Replaying Evolution at Scale
“What’s exciting about this study is that we replayed evolution hundreds of times. This gave us a bird’s-eye view of how evolution played out across many different environments—something that would be impossible to test in the lab,” said senior author Melissa Pespeni, a professor of biology at UVM.
“The biggest takeaway for me is that starting point really matters. A population’s history shapes how high it can climb and how hard the path is to get there, which means we can’t assume one population represents an entire species.”
The team’s discovery may have implications for pressing human concerns. For example, it’s important to understand whether species will be able to adapt quickly enough to survive global climate change.
And bacteria repeatedly evolve new ways to resist the antibiotics we invent. And yet scientists often study only a single population in one specific type of fluctuating environment—and then draw broad conclusions about how environmental change will hurt or harm that species.
“Computational models, like ours, can be used to formulate new hypotheses about real biological populations,” Petak says.

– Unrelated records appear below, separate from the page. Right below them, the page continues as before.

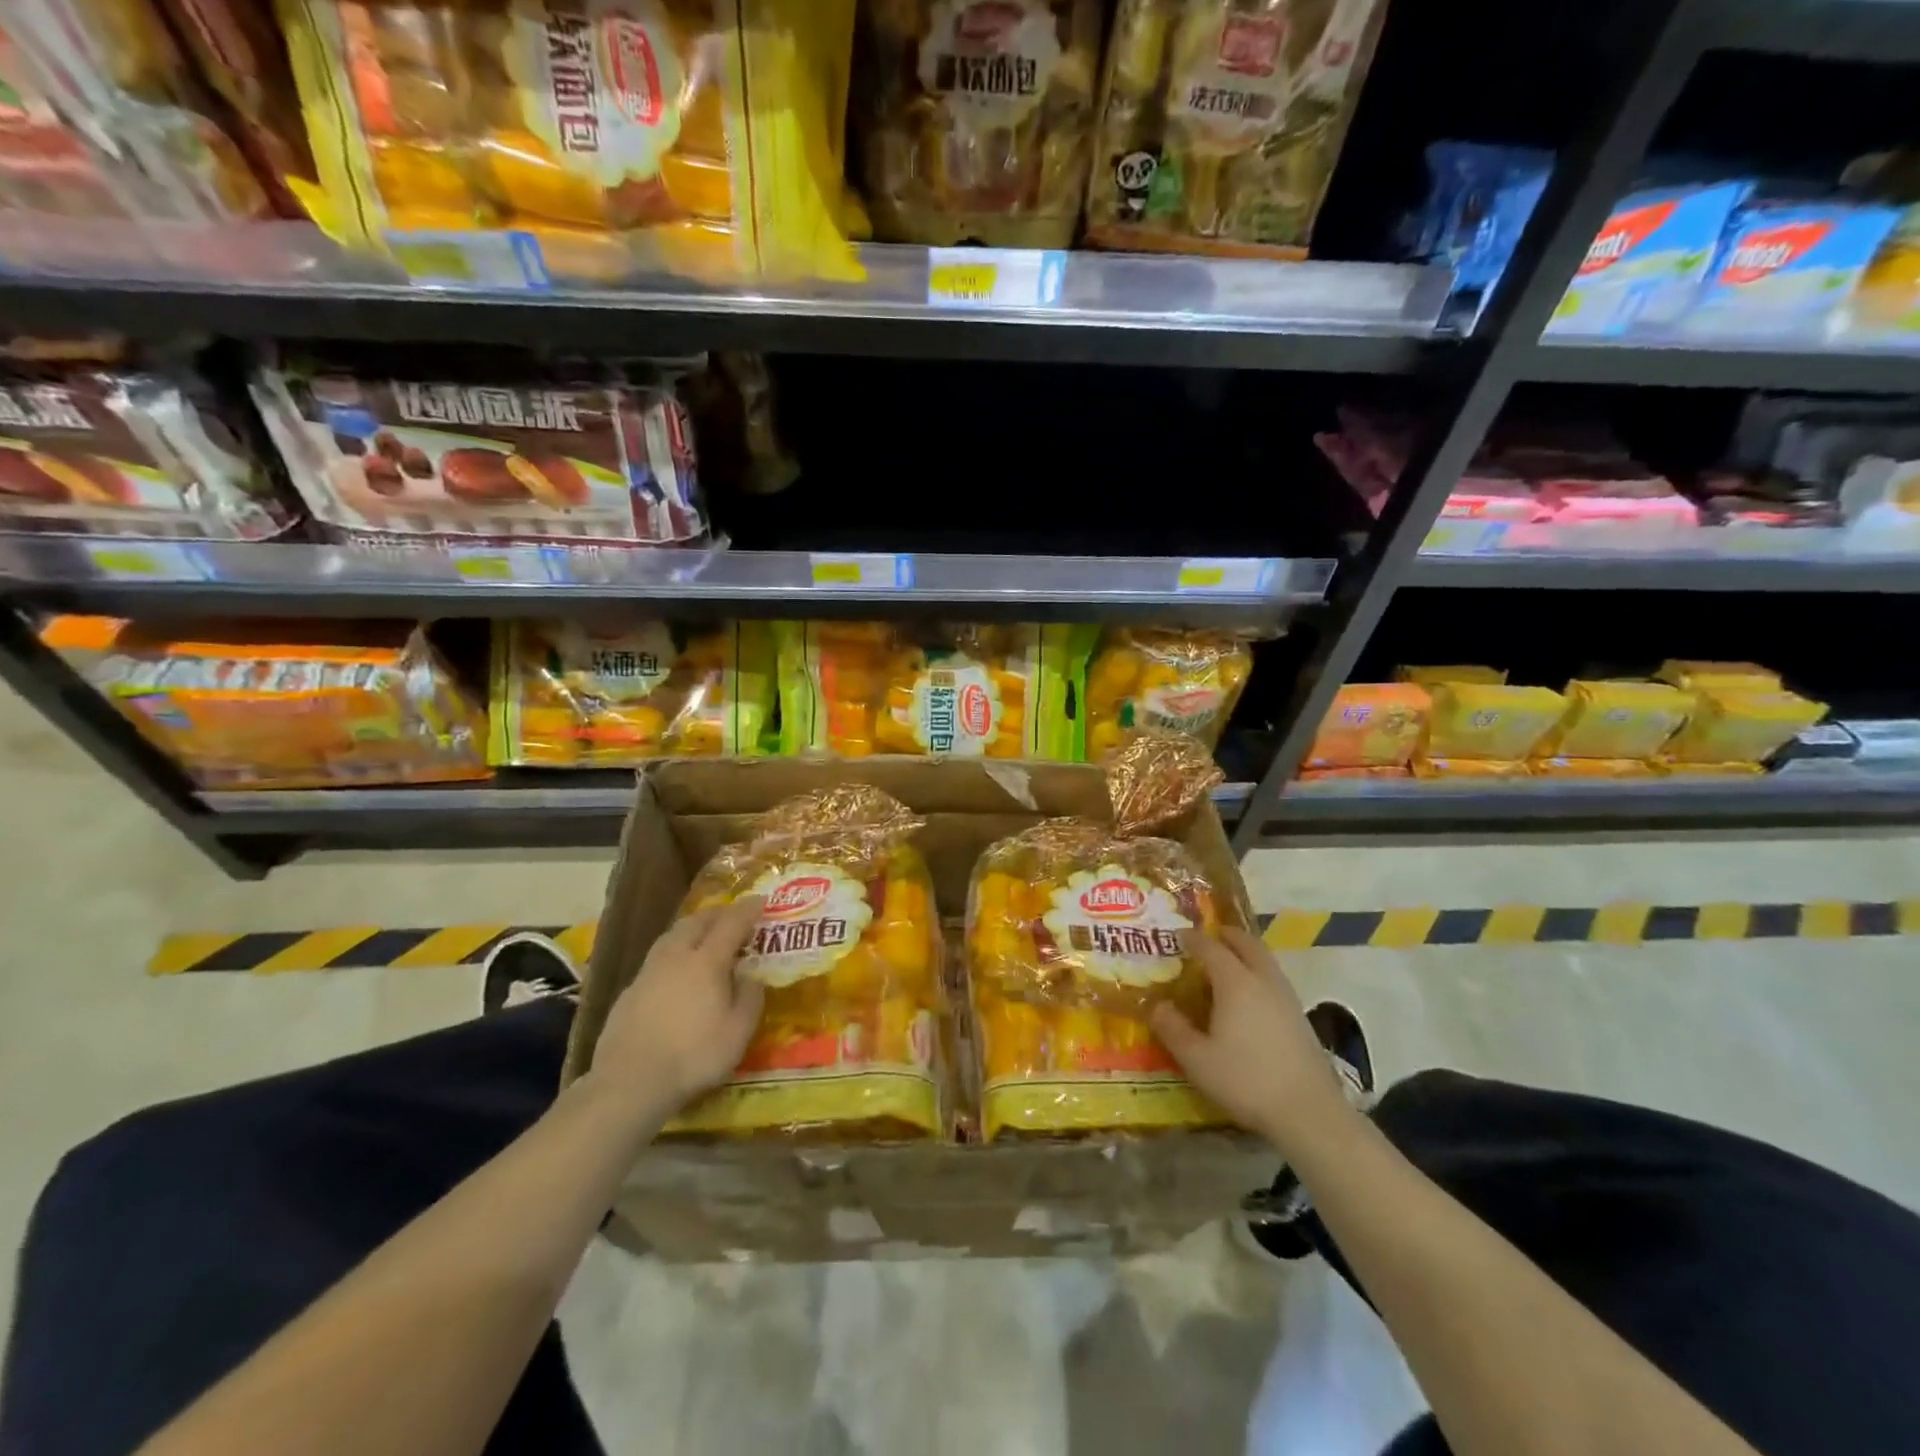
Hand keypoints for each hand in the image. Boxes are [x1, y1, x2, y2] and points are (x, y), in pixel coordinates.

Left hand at [587, 897, 766, 1117]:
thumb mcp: (738, 1031)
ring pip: (671, 936)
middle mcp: (676, 957)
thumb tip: (751, 975)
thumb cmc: (694, 1056)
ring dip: (692, 928)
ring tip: (704, 935)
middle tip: (733, 915)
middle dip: (718, 913)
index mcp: (706, 961)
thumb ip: (750, 997)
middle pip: (697, 922)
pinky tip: (675, 971)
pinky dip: (673, 953)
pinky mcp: (629, 992)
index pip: (731, 924)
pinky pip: (657, 959)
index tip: (761, 900)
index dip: (748, 910)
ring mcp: (648, 973)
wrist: (630, 1083)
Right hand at [1151, 927, 1355, 1158]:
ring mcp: (1287, 999)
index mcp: (1235, 983)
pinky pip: (1275, 980)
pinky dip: (1259, 973)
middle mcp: (1263, 981)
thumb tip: (1157, 1006)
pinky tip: (1251, 997)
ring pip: (1265, 961)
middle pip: (1247, 944)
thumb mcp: (1197, 1059)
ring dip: (1247, 953)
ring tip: (1230, 963)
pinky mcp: (1301, 1018)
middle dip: (1228, 936)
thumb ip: (1173, 1029)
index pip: (1211, 948)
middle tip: (1211, 936)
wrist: (1309, 1112)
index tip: (1178, 935)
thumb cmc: (1246, 1080)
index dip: (1193, 939)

To conduct their study, the UVM team built artificial organisms and placed them in many different types of shifting environments. These digital environments mimic alternating conditions in nature, like hot-cold cycles and drought-rainfall swings. “What is new in our work,” Petak explains, “is that instead of studying evolution in just one variable environment, we created 105 different variable environments.

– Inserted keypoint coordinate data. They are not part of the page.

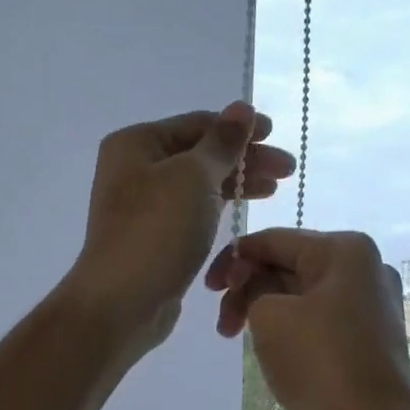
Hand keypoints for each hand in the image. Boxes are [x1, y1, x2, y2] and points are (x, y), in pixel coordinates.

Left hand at [64, 103, 295, 354]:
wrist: (122, 302)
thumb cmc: (157, 231)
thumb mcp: (194, 177)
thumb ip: (222, 142)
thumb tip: (242, 107)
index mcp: (136, 144)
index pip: (197, 124)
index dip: (239, 129)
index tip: (277, 135)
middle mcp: (135, 171)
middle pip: (199, 155)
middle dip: (244, 160)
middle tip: (287, 170)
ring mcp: (143, 208)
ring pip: (198, 186)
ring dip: (236, 184)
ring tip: (274, 190)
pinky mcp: (155, 239)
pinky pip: (193, 214)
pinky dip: (219, 209)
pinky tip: (243, 212)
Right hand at [205, 228, 409, 409]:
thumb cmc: (318, 361)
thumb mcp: (268, 315)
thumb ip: (252, 287)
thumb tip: (256, 286)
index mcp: (345, 250)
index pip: (274, 240)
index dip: (232, 260)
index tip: (207, 290)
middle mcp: (365, 268)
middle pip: (289, 266)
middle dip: (248, 290)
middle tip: (224, 325)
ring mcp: (372, 303)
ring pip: (302, 295)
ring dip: (264, 311)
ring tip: (240, 341)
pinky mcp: (370, 336)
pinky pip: (318, 318)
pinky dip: (289, 327)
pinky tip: (273, 350)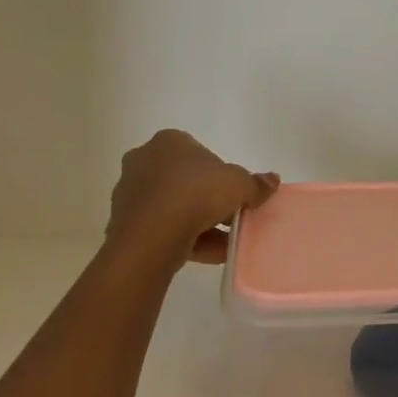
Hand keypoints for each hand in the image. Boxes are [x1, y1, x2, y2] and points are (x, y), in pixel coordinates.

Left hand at [105, 130, 279, 264]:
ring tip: (225, 243)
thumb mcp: (239, 184)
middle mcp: (144, 160)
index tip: (234, 194)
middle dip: (209, 200)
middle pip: (186, 181)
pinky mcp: (124, 223)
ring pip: (173, 207)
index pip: (200, 153)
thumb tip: (273, 180)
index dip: (221, 174)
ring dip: (198, 223)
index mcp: (169, 141)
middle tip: (231, 218)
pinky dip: (184, 239)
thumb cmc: (197, 194)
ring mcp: (130, 193)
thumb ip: (256, 183)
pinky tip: (209, 254)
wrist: (152, 235)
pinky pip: (162, 228)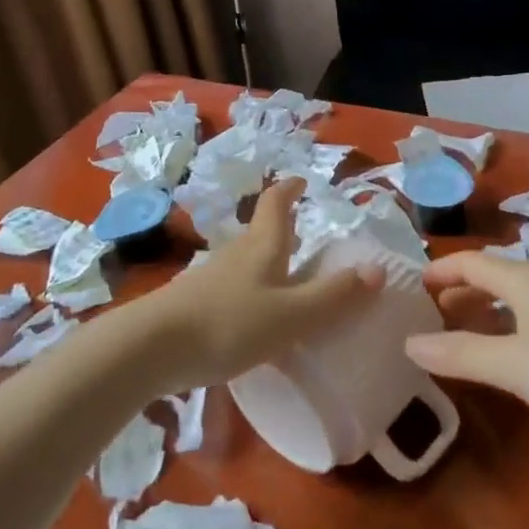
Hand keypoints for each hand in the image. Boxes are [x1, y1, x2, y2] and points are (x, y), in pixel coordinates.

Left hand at [150, 179, 383, 389]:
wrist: (150, 349)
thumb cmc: (229, 323)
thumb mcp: (292, 314)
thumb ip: (334, 296)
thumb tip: (378, 269)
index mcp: (262, 247)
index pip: (276, 204)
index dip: (289, 189)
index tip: (302, 180)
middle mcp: (236, 254)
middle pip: (260, 231)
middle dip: (282, 227)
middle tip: (303, 234)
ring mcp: (211, 278)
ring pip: (245, 260)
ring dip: (266, 261)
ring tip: (286, 278)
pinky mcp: (194, 304)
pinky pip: (232, 288)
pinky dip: (250, 292)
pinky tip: (254, 317)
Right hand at [407, 251, 528, 445]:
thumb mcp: (513, 362)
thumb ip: (460, 354)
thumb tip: (408, 344)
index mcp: (522, 279)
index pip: (470, 262)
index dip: (440, 270)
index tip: (411, 286)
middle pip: (492, 280)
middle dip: (458, 294)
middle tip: (426, 316)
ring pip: (514, 305)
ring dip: (483, 317)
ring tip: (456, 338)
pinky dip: (507, 337)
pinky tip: (505, 362)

This allowed us to systematically compare how populations evolve across many distinct scenarios.”
AI implications
This finding has implications beyond biology—it may inform open questions in AI and machine learning as well. Artificial intelligence systems often struggle to learn new tasks without forgetting old ones. UVM computer scientist Nick Cheney, a co-author, draws direct parallels between evolution in nature and AI training.
“AI systems have traditionally been built narrowly around solving one specific question,” Cheney says, but new approaches aim for general systems that learn continuously. A fast-growing area of AI research called online continual learning, he says, “beautifully mirrors the ideas explored in this paper around how evolution, learning, and development engage with—and benefit from—variable and dynamic environments.”
For Frati, the implications of the new study about learning—whether in organisms or circuits—are exciting. “My research is about meta-learning, the capability of systems to learn to learn,” he says. “In much the same way you cannot properly assess an AI’s ability to learn from focusing on a single subject, this work shows the importance of exploring multiple, diverse yet comparable environments when trying to assess evolvability, the capability of a system to evolve to evolve.”
At the core of this study is the realization that, with evolution, the history and starting point shape the journey, while each traveler will get to a different place depending on the kinds of challenges they face. “Our results show that the choice of variable environment,” Petak says, “can strongly influence the outcome.”
Reference: “The variability of evolvability: Properties of dynamic fitness landscapes determine how phenotypic variability evolves” by Csenge Petak, Lapo Frati, Renske M. A. Vroomans, Melissa H. Pespeni and Nick Cheney, 15 December 2025, Proceedings of the National Academy of Sciences.